═════ EXTRACTED INFORMATION

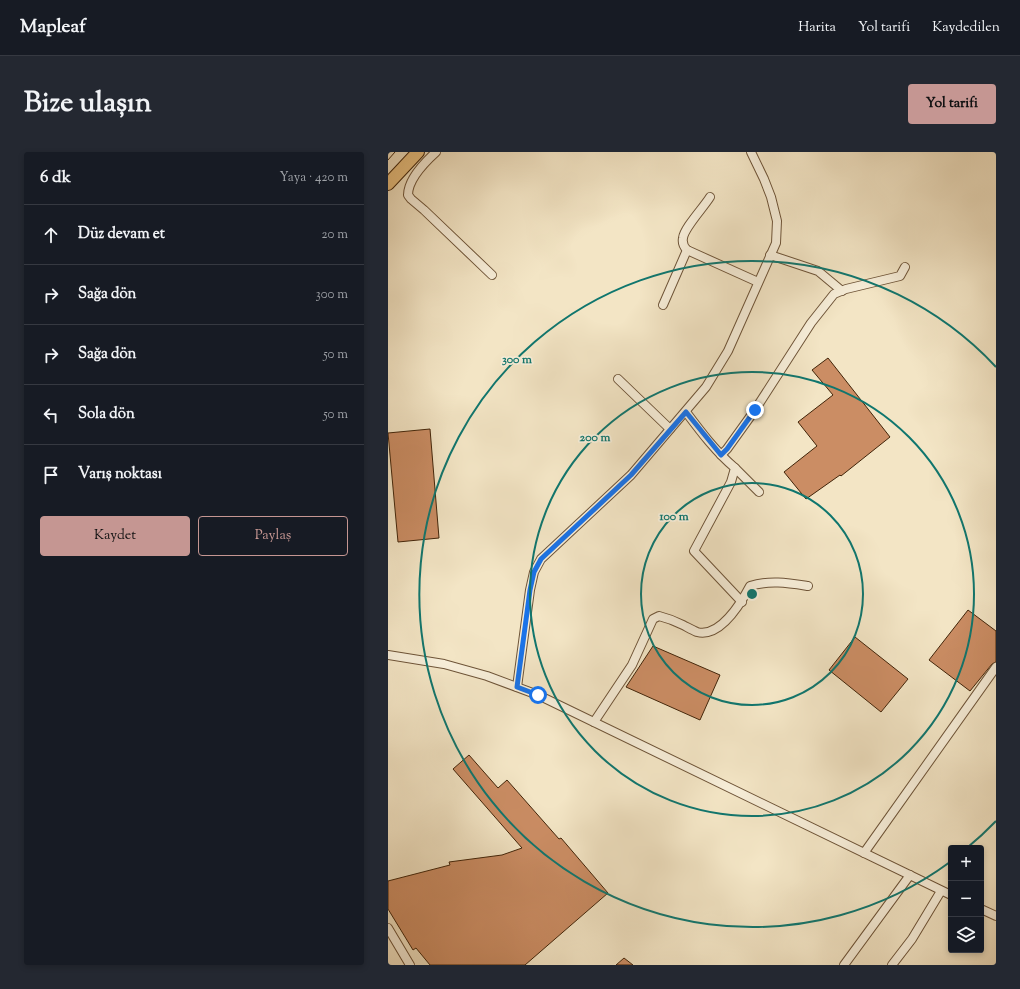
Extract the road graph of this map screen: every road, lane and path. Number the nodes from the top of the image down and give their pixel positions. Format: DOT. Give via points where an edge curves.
graph roads {
  1 [pos="418,152"];
  2 [pos="436,152"];
  3 [pos="751,152"];
  4 [pos="388,184"];
  5 [pos="710,197"];
  6 [pos="687,250"];
  7 [pos="770,255"];
  8 [pos="905,267"];
  9 [pos="492,275"];
  10 [pos="758,282"];
  11 [pos="842,291"];
  12 [pos="663,305"];
  13 [pos="618,379"];
  14 [pos="686,412"];
  15 [pos="670,429"];
  16 [pos="721,455"];
  17 [pos="735,468"];
  18 [pos="759,492"];
  19 [pos="808,586"];
  20 [pos="742,602"];
  21 [pos="388,655"];
  22 [pos="996,668"];
  23 [pos="517,687"];
  24 [pos="594,722"];
  25 [pos="864,853"];
  26 [pos="910,875"];
  27 [pos="942,890"];
  28 [pos="948,893"];
  29 [pos="984,910"];
  30 [pos="996,916"];
  31 [pos="388,928"];
  32 [pos="410,965"];
  33 [pos="844,965"];
  34 [pos="892,965"];
  1 -- 4 [label="highway"];
  2 -- 9 [label="street" via="413,179 408,195"];
  3 -- 7 [label="street" via="772,197 777,221 776,243"];
  5 -- 6 [label="street" via="683,236 683,245"];
  6 -- 10 [label="street"];
  6 -- 12 [label="street"];
  7 -- 10 [label="street"];
  7 -- 11 [label="street" via="818,271"];
  8 -- 11 [label="street" via="900,276"];
  10 -- 14 [label="street" via="728,351 706,388"];
  11 -- 16 [label="street" via="834,294 822,308 755,410"];
  13 -- 15 [label="street"];
  14 -- 15 [label="street"];
  14 -- 16 [label="street"];
  15 -- 23 [label="street" via="631,475 541,559 534,572 530,590"];
  16 -- 17 [label="street"];
  17 -- 18 [label="street"];
  17 -- 20 [label="street" via="694,551"];
  19 -- 20 [label="street" via="761,582 750,586"];
  20 -- 24 [label="street" via="722,624 709,632 697,632 659,616 652,619 632,665"];
  21 -- 23 [label="street" via="444,664"];
  22 -- 25 [label="street"];
  23 -- 24 [label="street"];
  24 -- 25 [label="street"];
  25 -- 26 [label="street"];
  26 -- 27 [label="street"];
  26 -- 33 [label="street"];
  27 -- 28 [label="street"];
  27 -- 34 [label="street" via="912,939"];
  29 -- 30 [label="street"];
  31 -- 32 [label="street"];
}
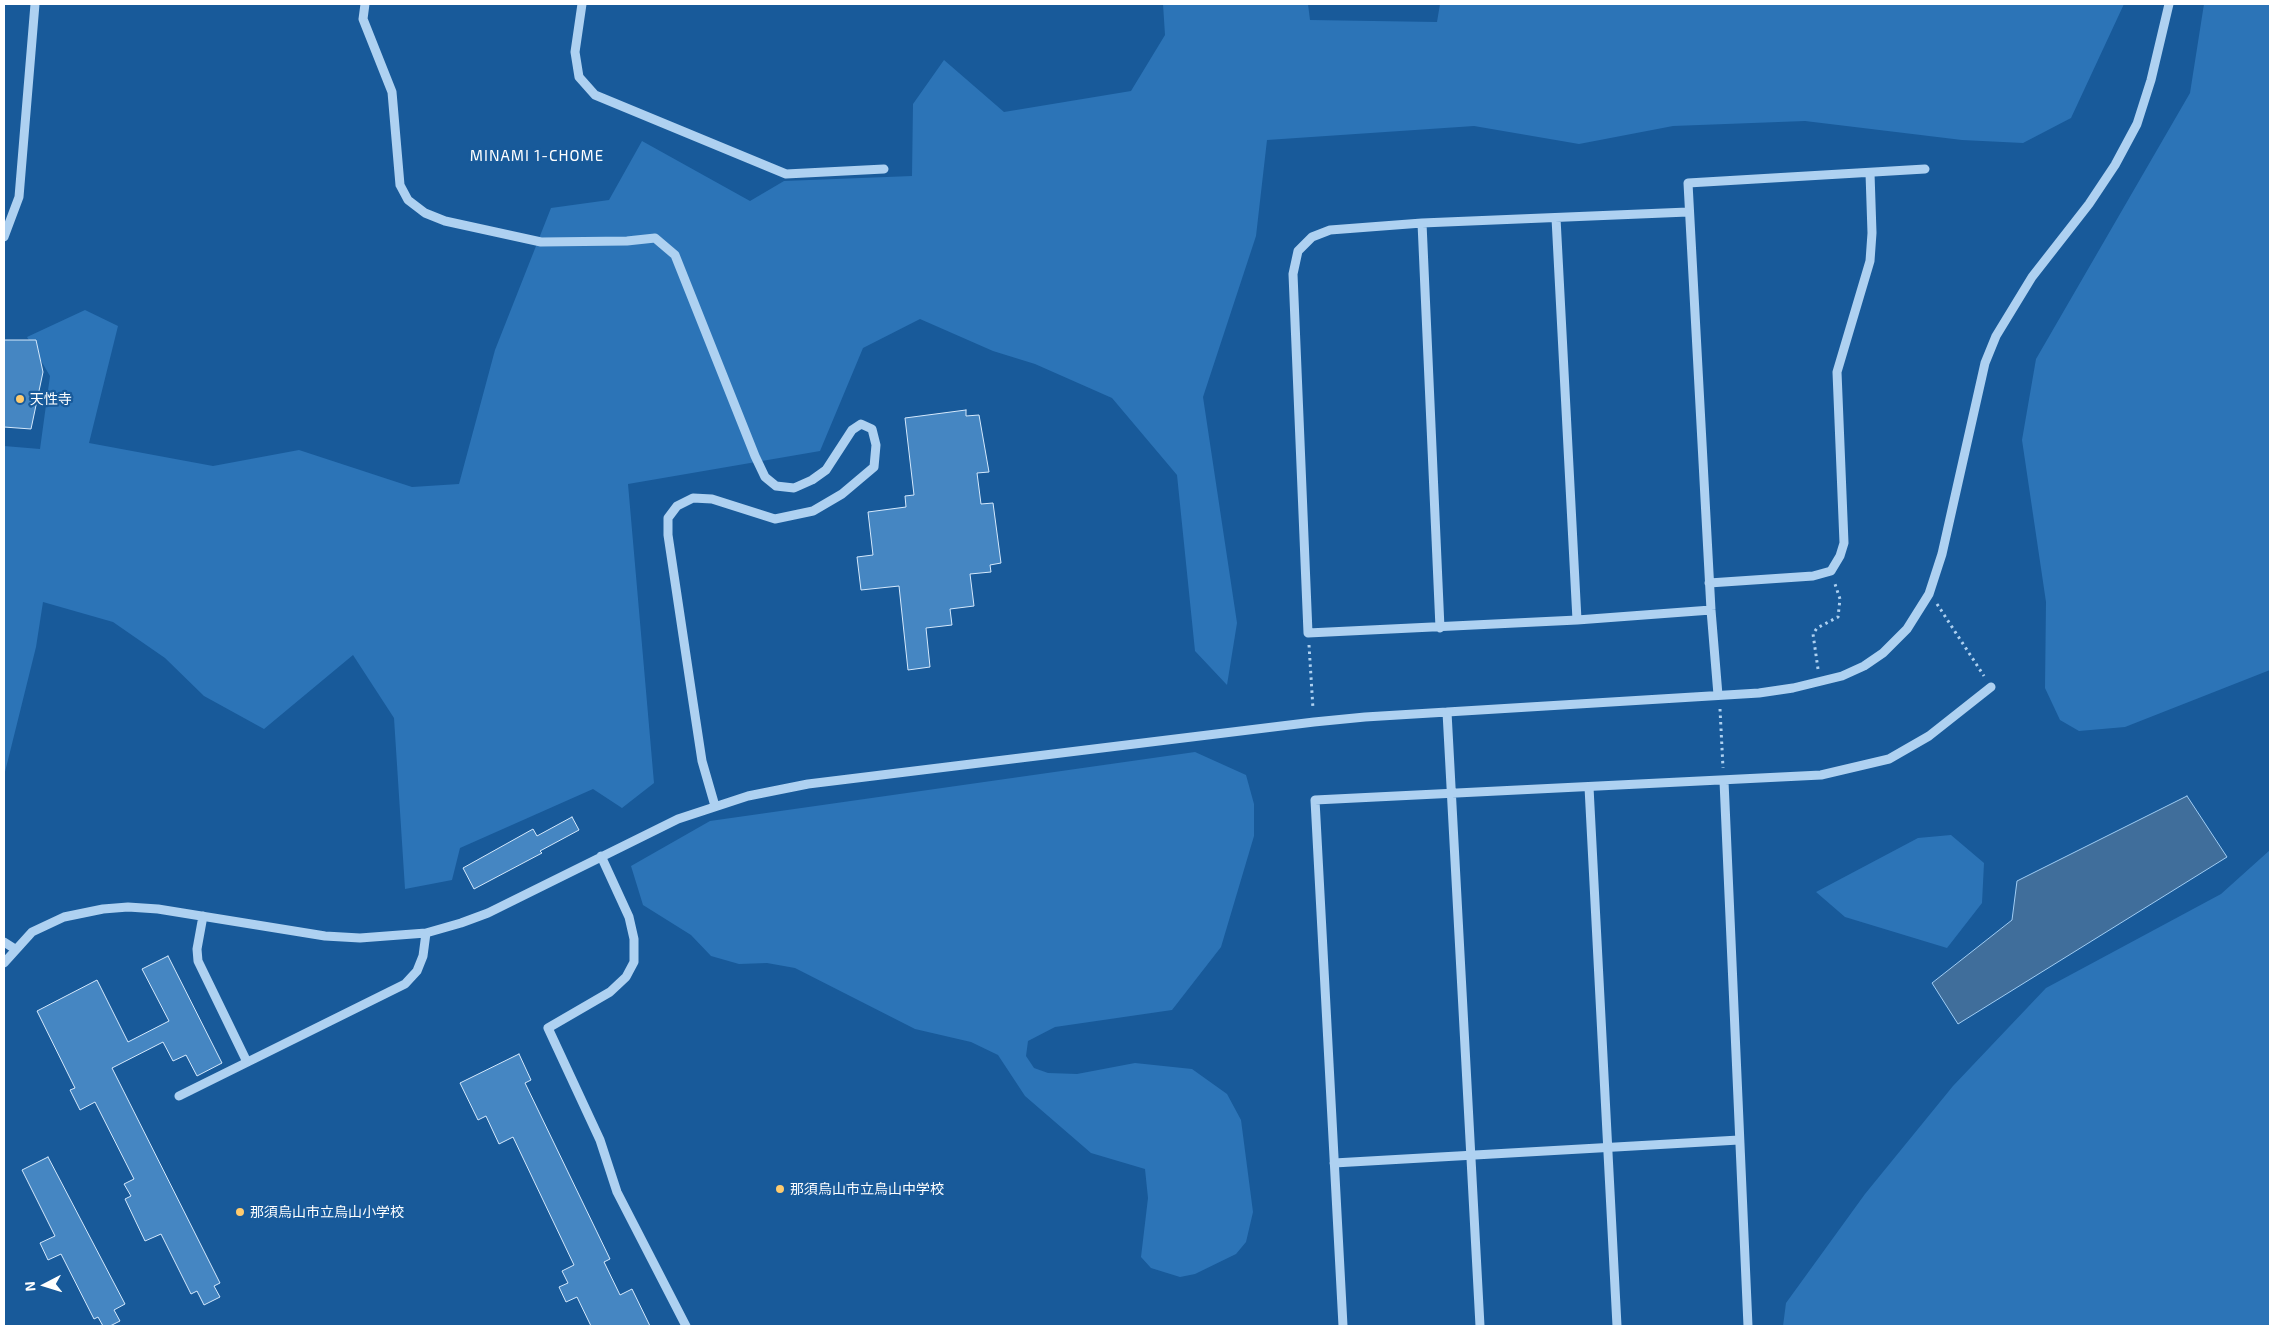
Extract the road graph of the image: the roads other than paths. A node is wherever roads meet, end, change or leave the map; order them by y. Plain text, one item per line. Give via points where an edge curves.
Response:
1 (35, 4) edge
2 (365, 4) edge
3 (582, 4) edge
4 (2169, 4) edge
5 (884, 169) dead end
6 (1925, 169) dead end
7 (1870, 173) junction
8 (1688, 212) junction
9 (1556, 218) junction
10 (1422, 223) junction
11 (4, 237) edge
12 (1709, 583) junction
13 (1711, 610) junction
14 (1577, 620) junction
15 (1440, 628) junction
16 (1991, 687) road end
17 (1718, 695) junction
18 (1447, 712) junction
19 (1724, 781) junction
20 (1589, 787) junction
21 (1451, 793) junction
22 (715, 806) junction
23 (601, 856) junction
24 (203, 916) junction
25 (426, 933) junction
26 (4, 942) edge
27 (15, 949) junction
28 (4, 963) edge
29 (247, 1062) junction
30 (179, 1096) dead end
31 (1739, 1140) junction
32 (1608, 1148) junction
33 (1471, 1155) junction
34 (1334, 1164) junction
35 (686, 1326) edge
36 (1343, 1326) edge
37 (1480, 1326) edge
38 (1618, 1326) edge
39 (1748, 1326) edge

1 - 11 street via 19,197
2 - 22 street via 363,19 392,92 400,185 408,200 445,222 540,242 655,238 675,255 755,456 765,477 776,486 794,488 812,480 826,470 852,430 861,424 872,429 876,445 874,467 842,494 813,511 775,519 712,499 693,498 677,506 668,518 692,702 702,761
3 - 5 street via 575,52 579,77 595,95 786,174
4 - 17 street via 2137,124 2116,165 2032,277 1996,336 1985,363 1942,554 1929,594 1907,629 1883,653 1842,676 1793,688
6 - 7 street
7 - 8 street via 1688,183
7 - 12 street via 1870,262 1837,372 1844,543 1831,570 1813,576
8 - 9 street
8 - 12 street
9 - 10 street
9 - 14 street
10 - 15 street
10 - 15 street via 1330,230 1312,238 1298,251 1293,274 1308,633
12 - 13 street
13 - 14 street
13 - 17 street
14 - 15 street
16 - 19 street via 1929,736 1889,759 1821,774
17 - 18 street
18 - 21 street
18 - 22 street via 1314,722 808,784
19 - 20 street
19 - 31 street
20 - 21 street
20 - 32 street
21 - 33 street
21 - 34 street via 1315,800
22 - 23 street via 678,819
23 - 25 street via 488,913
23 - 35 street via 629,917 634,962 626,977 610,992 548,1028 600,1140 617,1192
24 - 25 street via 325,936 360,938
24 - 27 street via 148,908 103,909 64,917 32,932
24 - 29 street via 198,961
25 - 29 street via 424,956 417,971 405,984
26 - 27 street
27 - 28 street
29 - 30 street
31 - 32 street
31 - 39 street
32 - 33 street
32 - 38 street
33 - 34 street
33 - 37 street
34 - 36 street

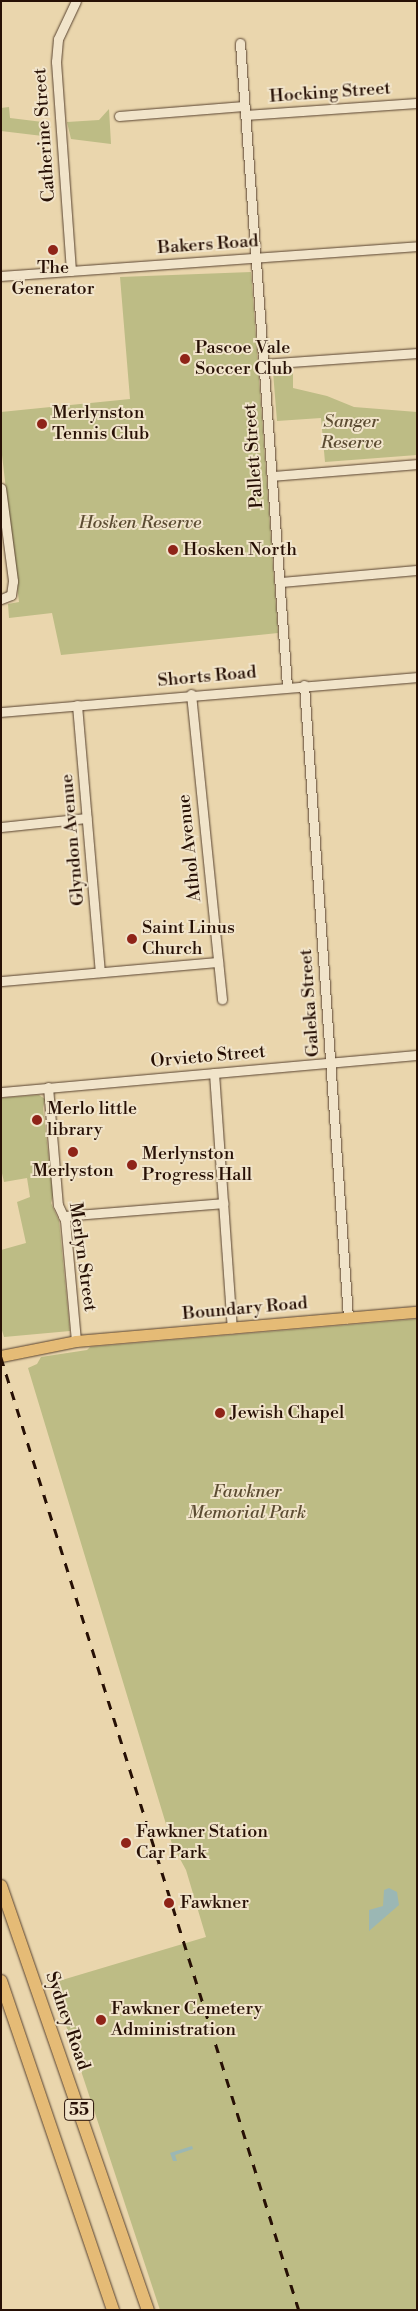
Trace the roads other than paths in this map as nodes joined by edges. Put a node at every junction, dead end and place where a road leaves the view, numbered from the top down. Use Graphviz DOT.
graph roads {
  1 [pos="76,1"];
  2 [pos="240,43"];
  3 [pos="417,103"];
  4 [pos="245,111"];
  5 [pos="119,116"];
  6 [pos="417,246"];
  7 [pos="256,258"];
  8 [pos="70,271"];
  9 [pos="1,276"];
  10 [pos="417,353"];
  11 [pos="263,364"];
  12 [pos="417,464"];
  13 [pos="272,476"];
  14 [pos="1,488"];
  15 [pos="417,570"];
  16 [pos="280,582"];
  17 [pos="1,599"];
  18 [pos="417,677"];
  19 [pos="304,685"];
  20 [pos="287,686"];
  21 [pos="191,694"];
  22 [pos="77,705"];
  23 [pos="1,712"];
  24 [pos="88,818"];
  25 [pos="1,827"];
  26 [pos="218,962"];
  27 [pos="100,972"];
  28 [pos="1,981"];
  29 [pos="222,1000"];
  30 [pos="417,1055"];
  31 [pos="330,1062"];
  32 [pos="214,1073"];
  33 [pos="48,1088"];
  34 [pos="1,1092"];
  35 [pos="223,1203"];
  36 [pos="63,1216"];
  37 [pos="417,1312"];
  38 [pos="348,1318"];
  39 [pos="232,1328"];
  40 [pos="76,1342"];
  41 [pos="1,1356"];
  42 [pos="1,1886"];
  43 [pos="5,1911"];
  44 [pos="1,1981"];
  45 [pos="113,2310"];
  46 [pos="148,2310"];
  1 -- 8 [label="street, Catherine Street"];
  2 -- 4 [label="street, Pallett Street"];
  3 -- 4 [label="street, Hocking Street"];
  4 -- 5 [label="street, Hocking Street"];
  4 -- 7 [label="street, Pallett Street"];
  6 -- 7 [label="street, Bakers Road"];
  7 -- 8 [label="street, Bakers Road"];
  7 -- 11 [label="street, Pallett Street"];
  8 -- 9 [label="street, Bakers Road"];
  10 -- 11 [label="street"];
  11 -- 13 [label="street, Pallett Street"];
  12 -- 13 [label="street"];
  13 -- 16 [label="street, Pallett Street"];
  14 -- 17 [label="street"];
  15 -- 16 [label="street"];
  16 -- 20 [label="street, Pallett Street"];
  18 -- 19 [label="street, Shorts Road"];
  19 -- 20 [label="street, Shorts Road"];
  19 -- 31 [label="street, Galeka Street"];
  20 -- 21 [label="street, Shorts Road"];
  21 -- 22 [label="street, Shorts Road"];
  21 -- 26 [label="street, Athol Avenue"];
  22 -- 23 [label="street, Shorts Road"];
  22 -- 24 [label="street, Glyndon Avenue"];
  24 -- 25 [label="street"];
  24 -- 27 [label="street, Glyndon Avenue"];
  26 -- 27 [label="street"];
  26 -- 29 [label="street, Athol Avenue"];
  27 -- 28 [label="street"];
  30 -- 31 [label="street, Orvieto Street"];
  31 -- 32 [label="street, Orvieto Street"];
  31 -- 38 [label="street, Galeka Street"];
  32 -- 33 [label="street, Orvieto Street"];
  32 -- 35 [label="street"];
  33 -- 34 [label="street, Orvieto Street"];
  33 -- 36 [label="street, Merlyn Street"];
  35 -- 36 [label="street"];
  35 -- 39 [label="street"];
  36 -- 40 [label="street, Merlyn Street"];
  37 -- 38 [label="main road, Boundary Road"];
  38 -- 39 [label="main road, Boundary Road"];
  39 -- 40 [label="main road, Boundary Road"];
  40 -- 41 [label="main road, Boundary Road"];
  42 -- 43 [label="highway, Sydney Road / 55"];
  43 -- 46 [label="highway, Sydney Road / 55"];
  44 -- 45 [label="highway, 55"];
}
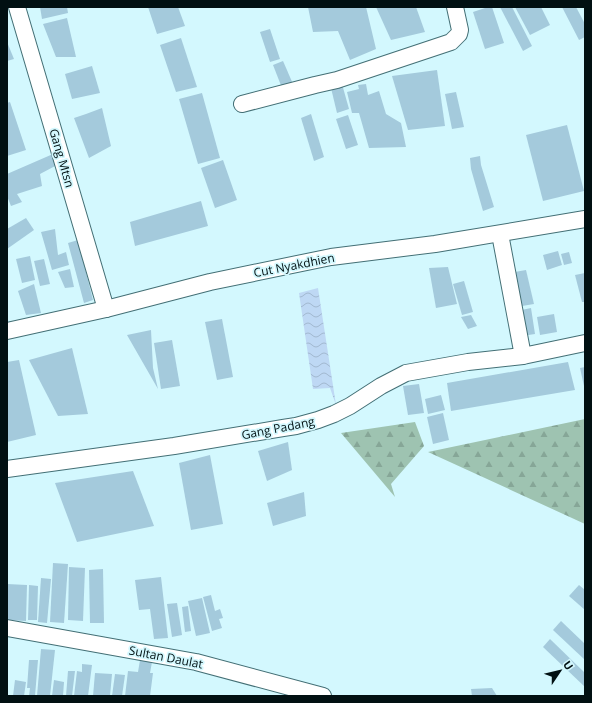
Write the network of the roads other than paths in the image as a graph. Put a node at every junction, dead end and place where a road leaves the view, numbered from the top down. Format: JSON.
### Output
{"nodes":[{"id":1,"x":17,"y":7,"type":"edge"},
{"id":2,"x":455,"y":7,"type":"edge"},
{"id":3,"x":242,"y":104,"type":"dead end"},
{"id":4,"x":585,"y":220,"type":"edge"},
{"id":5,"x":500,"y":234,"type":"junction"},
{"id":6,"x":106,"y":309,"type":"junction"},
{"id":7,"x":7,"y":331,"type":"edge"},
{"id":8,"x":585,"y":344,"type":"edge"},
{"id":9,"x":523,"y":356,"type":"junction"},
{"id":10,"x":7,"y":468,"type":"edge"},
{"id":11,"x":7,"y":628,"type":"edge"},
{"id":12,"x":323,"y":696,"type":"edge"}],
"edges":[{"from":1,"to":6,"type":"street","name":"Gang Mtsn"},
{"from":2,"to":3,"type":"street"},
{"from":4,"to":5,"type":"street","name":"Cut Nyakdhien"},
{"from":5,"to":6,"type":"street","name":"Cut Nyakdhien"},
{"from":5,"to":9,"type":"street"},
{"from":6,"to":7,"type":"street","name":"Cut Nyakdhien"},
{"from":8,"to":9,"type":"street","name":"Gang Padang"},
{"from":9,"to":10,"type":"street","name":"Gang Padang"},
{"from":11,"to":12,"type":"street","name":"Sultan Daulat"}]}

══════════

▶ TASK TO COMPLETE:
Which lines above hold the string "Padang"? Copy each of them.

▶ EXERCISE ANSWER:
{"from":8,"to":9,"type":"street","name":"Gang Padang"},
{"from":9,"to":10,"type":"street","name":"Gang Padang"},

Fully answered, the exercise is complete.